O filho dele anda preocupado com o velho.
Às oito da noite há bola na televisão do Café.
O empregado deles, Ramiro, já guardou o tractor.
Têm tempo, vão lavar-se, beber alguma coisa fresca. 

Erigiram nos montaltos moinhos electr’eólicos. 
Parecem estes esperar que os assalte um Don Quijote gulliveriano.
Toda a gente espera não haver incêndios este ano.
Já por aqui tem morrido pessoal no fogo.
As vinhas incham de fartas, ao ouro solar.
Ramiro vai já de bicicleta rumo ao Café.

Há-de haver já meia-hora de jogo, volta o pastor.
A fadiga do rebanho antecipa sono certo.
Cálido odor a sopa transita quintais.
Avós dependuram ’inda roupa lavada de fresco.
A cadela dos Matias está de novo prenhíssima.
Também esta respeita a lei & a luz dos cães.

Tácito silêncio recobre em manto o crime de Abílio.
Abílio é morto, matou a mulher, matou-se, e pronto.
Ninguém de fora há-de bedelhar por aqui.
A capela alveja ao sol derradeiro.
Recolhida a criação, repousemos um pouco.
O jogo é de pouca monta mas dá p’r’entreter.

(V)

(Pátria minha não enjeito, o desbarato dela sim.
Não a reconheço em soez gasto de tanto cabrão.
Gasto eu em ela minha vida sem outro fim
que o fim mesmo da vida mesma em pátrio chão.)

VI

Naquele baldio entre as duas vias do lugar,
para aí deitavam restos de máquinas,
restos de animais também, tesouros infantis,
era alta a erva, raquítico limoeiro ali subia,
terreno afinal de maravilha, afinal oásis
onde arqueologia & porvir rimavam na imaginação,
inçado de material poemático, sideral até,
se assim o digo, crêde-me, não o minto de todo. 

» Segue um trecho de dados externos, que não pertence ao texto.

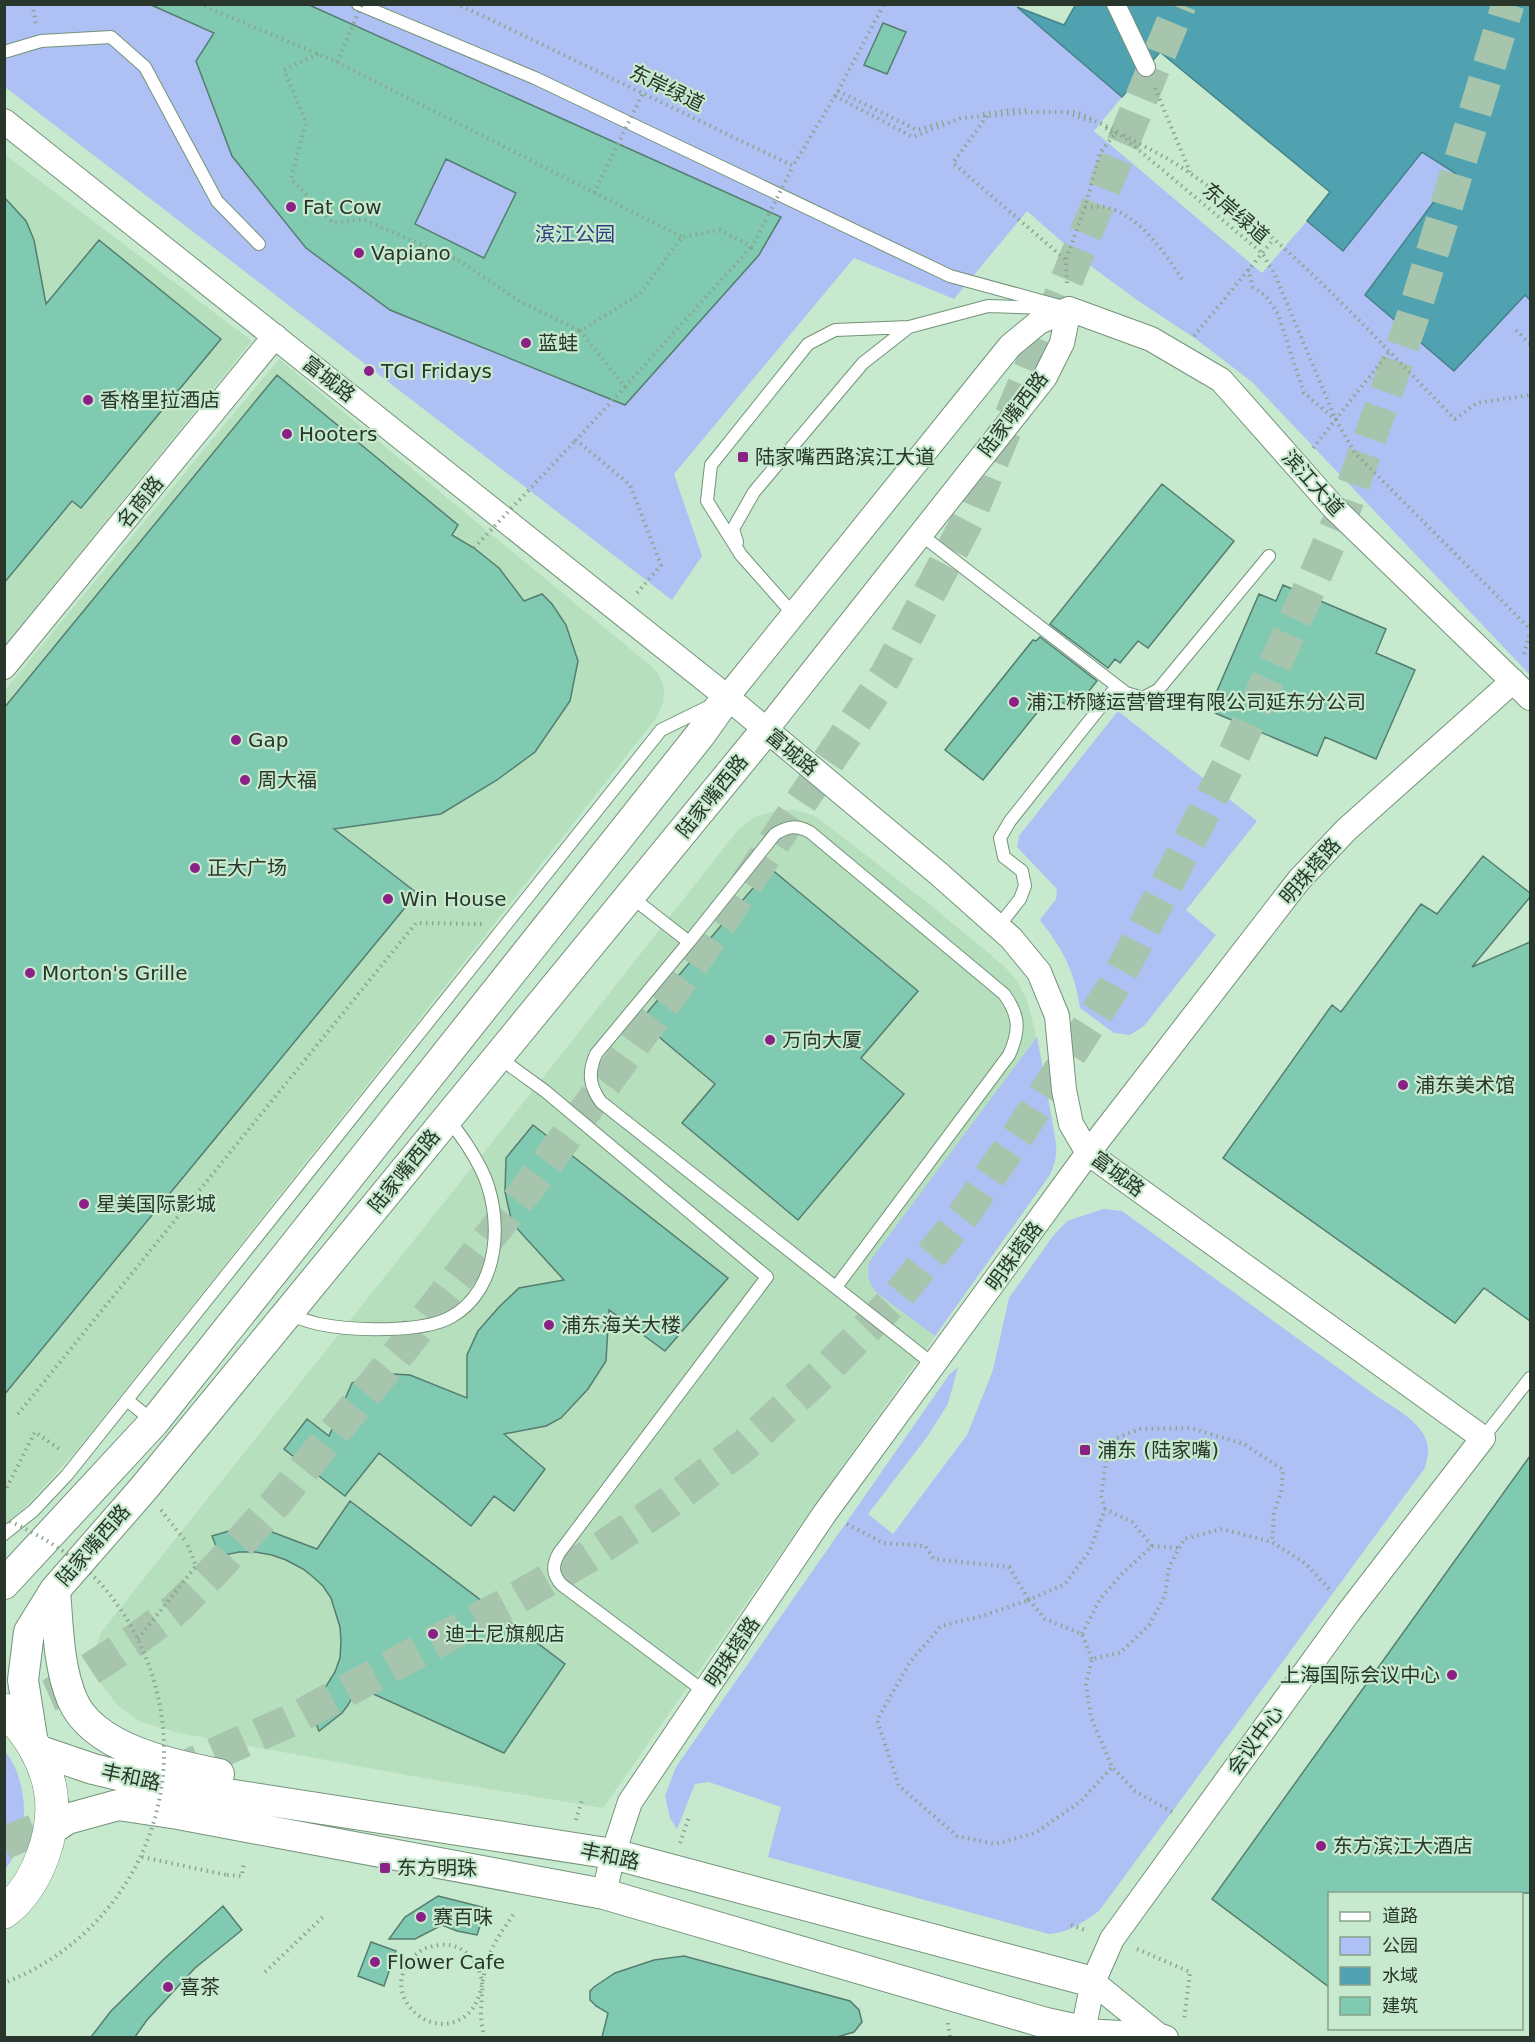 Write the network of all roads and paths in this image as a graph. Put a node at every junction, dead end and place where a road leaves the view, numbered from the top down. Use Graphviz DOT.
graph roads {
  1 [pos="199,4"];
  2 [pos="360,4"];
  3 [pos="455,4"];
  4 [pos="884,4"];
  5 [pos="1116,4"];
  6 [pos="4,52"];
  7 [pos="318,54"];
  8 [pos="337,62"];
  9 [pos="1146,68"];
  10 [pos="838,91"];
  11 [pos="643,93"];
  12 [pos="835,96"];
  13 [pos="988,115"];
  14 [pos="961,118"];
  15 [pos="4,121"];
  16 [pos="1115,133"];
  17 [pos="793,166"];
  18 [pos="1190,173"];
  19 [pos="594,193"];
  20 [pos="1085,207"];
  21 [pos="682,237"];
  22 [pos="1274,240"];
  23 [pos="259,244"];
  24 [pos="752,247"];
  25 [pos="1262,253"];
  26 [pos="1066,260"];
  27 [pos="1248,269"];
  28 [pos="1184,282"];
  29 [pos="1069,309"];
  30 [pos="909,327"];
  31 [pos="1516,330"];
  32 [pos="580,331"];
  33 [pos="275,336"];
  34 [pos="1530,344"];
  35 [pos="1389,352"];
  36 [pos="1179,355"];
  37 [pos="626,387"];
  38 [pos="1530,395"];
  39 [pos="1336,420"];
  40 [pos="576,440"];
  41 [pos="1298,467"];
  42 [pos="920,534"];
  43 [pos="474,548"];
  44 [pos="741,555"];
  45 [pos="1269,556"];
  46 [pos="621,612"];
  47 [pos="794,615"];
  48 [pos="1530,629"];
  49 [pos="4,668"];
  50 [pos="1513,681"];
  51 [pos="1117,686"];
  52 [pos="727,697"];
  53 [pos="1530,698"];
  54 [pos="766,730"];
  55 [pos="630,896"];
  56 [pos="483,924"];
  57 [pos="998,927"];
  58 [pos="690,942"];
  59 [pos="498,1057"];
  60 [pos="448,1118"];
  61 [pos="1088,1153"];
  62 [pos="836,1287"];
  63 [pos="288,1314"];
  64 [pos="934,1365"];
  65 [pos="1530,1378"];
  66 [pos="127,1400"];
  67 [pos="18,1414"];
  68 [pos="154,1422"];
  69 [pos="1483,1438"];
  70 [pos="77,1462"];
  71 [pos="144,1488"];
  72 [pos="4,1493"];
  73 [pos="1105,1509"];
  74 [pos="825,1513"];
  75 [pos="4,1520"];
  76 [pos="53,1532"];
  77 [pos="4,1534"];
  78 [pos="1272,1542"];
  79 [pos="1152,1546"];
  80 [pos="1179,1548"];
  81 [pos="4,1567"];
  82 [pos="4,1584"];
  83 [pos="55,1590"];
  84 [pos="1029,1600"];
  85 [pos="1348,1613"];
  86 [pos="1082,1634"];
  87 [pos="138,1639"];
  88 [pos="1092,1659"];
  89 [pos="705,1692"];
  90 [pos="4,1710"];
  91 [pos="35,1747"];
  92 [pos="1112,1767"];
  93 [pos="305,1806"];
  94 [pos="1193,1824"];
  95 [pos="51,1830"];
  96 [pos="613,1854"];
  97 [pos="142,1857"];
  98 [pos="244,1862"];
  99 [pos="604,1894"];
  100 [pos="4,1912"];
  101 [pos="514,1912"];
  102 [pos="326,1915"];
  103 [pos="1071,1926"];
  104 [pos="1112,1939"];
  105 [pos="265,1972"];
  106 [pos="1093,1982"];
  107 [pos="4,1983"];
  108 [pos="482,1983"];
  109 [pos="1083,2031"];
  110 [pos="1169,2033"];
  111 [pos="484,2037"];
  1 -- 7 [label="path"];
  2 -- 8 [label="path, bridge"];
  2 -- 29 [label="lane"];
  3 -- 11 [label="path, 东岸绿道"];
  4 -- 10 [label="path"];
  5 -- 9 [label="street"];
  6 -- 23 [label="lane"];
  7 -- 8 [label="path"];
  7 -- 32 [label="path"];
  8 -- 19 [label="path"];
  9 -- 18 [label="path"];
  10 -- 12 [label="path"];
  10 -- 14 [label="path"];
  11 -- 17 [label="path, 东岸绿道"];
  11 -- 19 [label="path, bridge"];
  12 -- 14 [label="path"];
  12 -- 17 [label="path"];
  13 -- 14 [label="path"];
  13 -- 16 [label="path"];
  13 -- 26 [label="path"];
  15 -- 33 [label="street, 富城路"];
  16 -- 18 [label="path"];
  16 -- 20 [label="path"];
  16 -- 25 [label="path, 东岸绿道"];
  17 -- 24 [label="path, bridge"];
  18 -- 22 [label="path"];
  19 -- 21 [label="path"];
  20 -- 26 [label="path"];
  20 -- 28 [label="path"];
  21 -- 24 [label="path"];
  21 -- 32 [label="path"];
  22 -- 25 [label="path"];
  22 -- 35 [label="path"];
  24 -- 37 [label="path"];
  25 -- 27 [label="path"];
  25 -- 39 [label="path, 东岸绿道"];
  26 -- 29 [label="path"];
  27 -- 36 [label="path"];
  27 -- 39 [label="path"];
  29 -- 30 [label="lane"];
  29 -- 36 [label="street, 滨江大道"];
  29 -- 42 [label="street, 陆家嘴西路"];
  29 -- 47 [label="street, 陆家嘴西路"];
  30 -- 44 [label="lane"];
  30 -- 44 [label="lane"];
  31 -- 34 [label="path"];
  32 -- 37 [label="path"];
  33 -- 46 [label="street, 富城路"];
  33 -- 49 [label="street, 名商路"];
  35 -- 38 [label="path"];
  35 -- 39 [label="path"];
  36 -- 41 [label="street, 滨江大道"];
  37 -- 40 [label="path"];
  39 -- 41 [label="path"];
  39 -- 48 [label="path, 东岸绿道"];
  40 -- 43 [label="path, bridge"];
  40 -- 46 [label="path"];
  41 -- 50 [label="street, 滨江大道"];
  42 -- 51 [label="lane"];
  42 -- 54 [label="street, 陆家嘴西路"];
  44 -- 47 [label="lane"];
  45 -- 51 [label="lane"];
  46 -- 52 [label="street, 富城路"];
  47 -- 52 [label="street, 陆家嘴西路"];
  50 -- 53 [label="street, 滨江大道"];
  50 -- 61 [label="street, 明珠塔路"];
  51 -- 57 [label="lane"];
  52 -- 54 [label="street, 富城路"];
  52 -- 66 [label="lane"];
  52 -- 68 [label="street, 陆家嘴西路"];
  54 -- 55 [label="street, 陆家嘴西路"];
  54 -- 57 [label="street, 富城路"];
  55 -- 58 [label="lane"];
  55 -- 59 [label="street, 陆家嘴西路"];
  56 -- 67 [label="path"];
  57 -- 61 [label="street, 富城路"];
  58 -- 62 [label="lane"];
  58 -- 62 [label="lane"];
  59 -- 60 [label="street, 陆家嘴西路"];
  59 -- 89 [label="lane"];
  60 -- 63 [label="street, 陆家嘴西路"];
  60 -- 63 [label="lane"];
  61 -- 64 [label="street, 明珠塔路"];
  61 -- 69 [label="street, 富城路"];
  62 -- 64 [label="lane"];
  63 -- 71 [label="street, 陆家嘴西路"];
  64 -- 74 [label="street, 明珠塔路"];
  65 -- 69 [label="lane"];
  66 -- 68 [label="lane"];
  66 -- 70 [label="lane"];
  68 -- 76 [label="street, 陆家嘴西路"];
  69 -- 85 [label="street, 会议中心"];
  70 -- 72 [label="path"];
  70 -- 77 [label="lane"];
  71 -- 83 [label="street, 陆家嘴西路"];
  71 -- 87 [label="path, bridge"];
  73 -- 78 [label="path"];
  73 -- 79 [label="path"];
  73 -- 84 [label="path"];
  74 -- 84 [label="path"];
  74 -- 89 [label="street, 明珠塔路"];
  75 -- 87 [label="path, bridge"];
  76 -- 81 [label="street"];
  76 -- 82 [label="street, 陆家嘴西路"];
  78 -- 80 [label="path"];
  78 -- 85 [label="path"];
  79 -- 80 [label="path"];
  79 -- 86 [label="path"];
  80 -- 88 [label="path"];
  83 -- 91 [label="street, 陆家嘴西路"];
  83 -- 93 [label="street"];
  84 -- 86 [label="path"];
  84 -- 92 [label="path"];
  85 -- 94 [label="street, 会议中心"];
  86 -- 88 [label="path"];
  87 -- 97 [label="path, bridge"];
  88 -- 92 [label="path"];
  89 -- 96 [label="street, 明珠塔路"];
  90 -- 91 [label="main road"];
  91 -- 93 [label="street, 丰和路"];
  91 -- 95 [label="main road"];
  92 -- 94 [label="path"];
  93 -- 96 [label="street, 丰和路"];
  94 -- 104 [label="street, 会议中心"];
  95 -- 99 [label="street, 丰和路"];
  95 -- 100 [label="main road"];
  96 -- 99 [label="street, 明珠塔路"];
  96 -- 106 [label="street, 丰和路"];
  97 -- 98 [label="path, bridge"];
  97 -- 107 [label="path, bridge"];
  99 -- 109 [label="street, 丰和路"];
  101 -- 108 [label="path"];
  102 -- 105 [label="path"];
  103 -- 104 [label="path"];
  104 -- 106 [label="street, 会议中心"];
  104 -- 110 [label="path"];
  106 -- 109 [label="street, 会议中心"];
  106 -- 110 [label="street, 丰和路"];
  108 -- 108 [label="path"];
  108 -- 111 [label="path"];
  109 -- 110 [label="street, 丰和路"];
}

Sei que é ainda baldio, protegido, patrimonial,
de todos & de ninguém, na verdade foi limpo,
a erva é ora rala, o limoeiro desapareceu,
serve o terreno de pontual estaleiro da junta,
dorme por vezes lá alguma máquina, algum veículo,
a realidade extirpou-lhe o sortilégio,
para mais desaguaram em adultas as crianças,
só a matéria poética ainda o age.

Envelheci, não o revisito senão caligraficamente,
voltar aonde se foi feliz não é boa ideia,
sei bem que um baldio é um baldio,
não traz mal ao mundo nem o melhora, 
uma lixeira a céu-aberto é pouco lírica,
enfim, é pouco lírica mas pode ser épica,
naquele baldio a noite galvanizava a atenção,
isso ninguém me tira, o luar no frigorífico morto.

Se revisitar o muito que já caligrafei, é provável
que tal baldio conste já de algum caderno,
não o afirmo nem o desminto, talvez,
não sei, não sei muito, quero sempre aprender,
quando aprendo não envelheço tão depressa,
é como se achasse alguma jóia naquele baldio,
a asa de uma chávena amarela, uma fivela de cinto
ou o teu nome, esse que esqueci na erva alta.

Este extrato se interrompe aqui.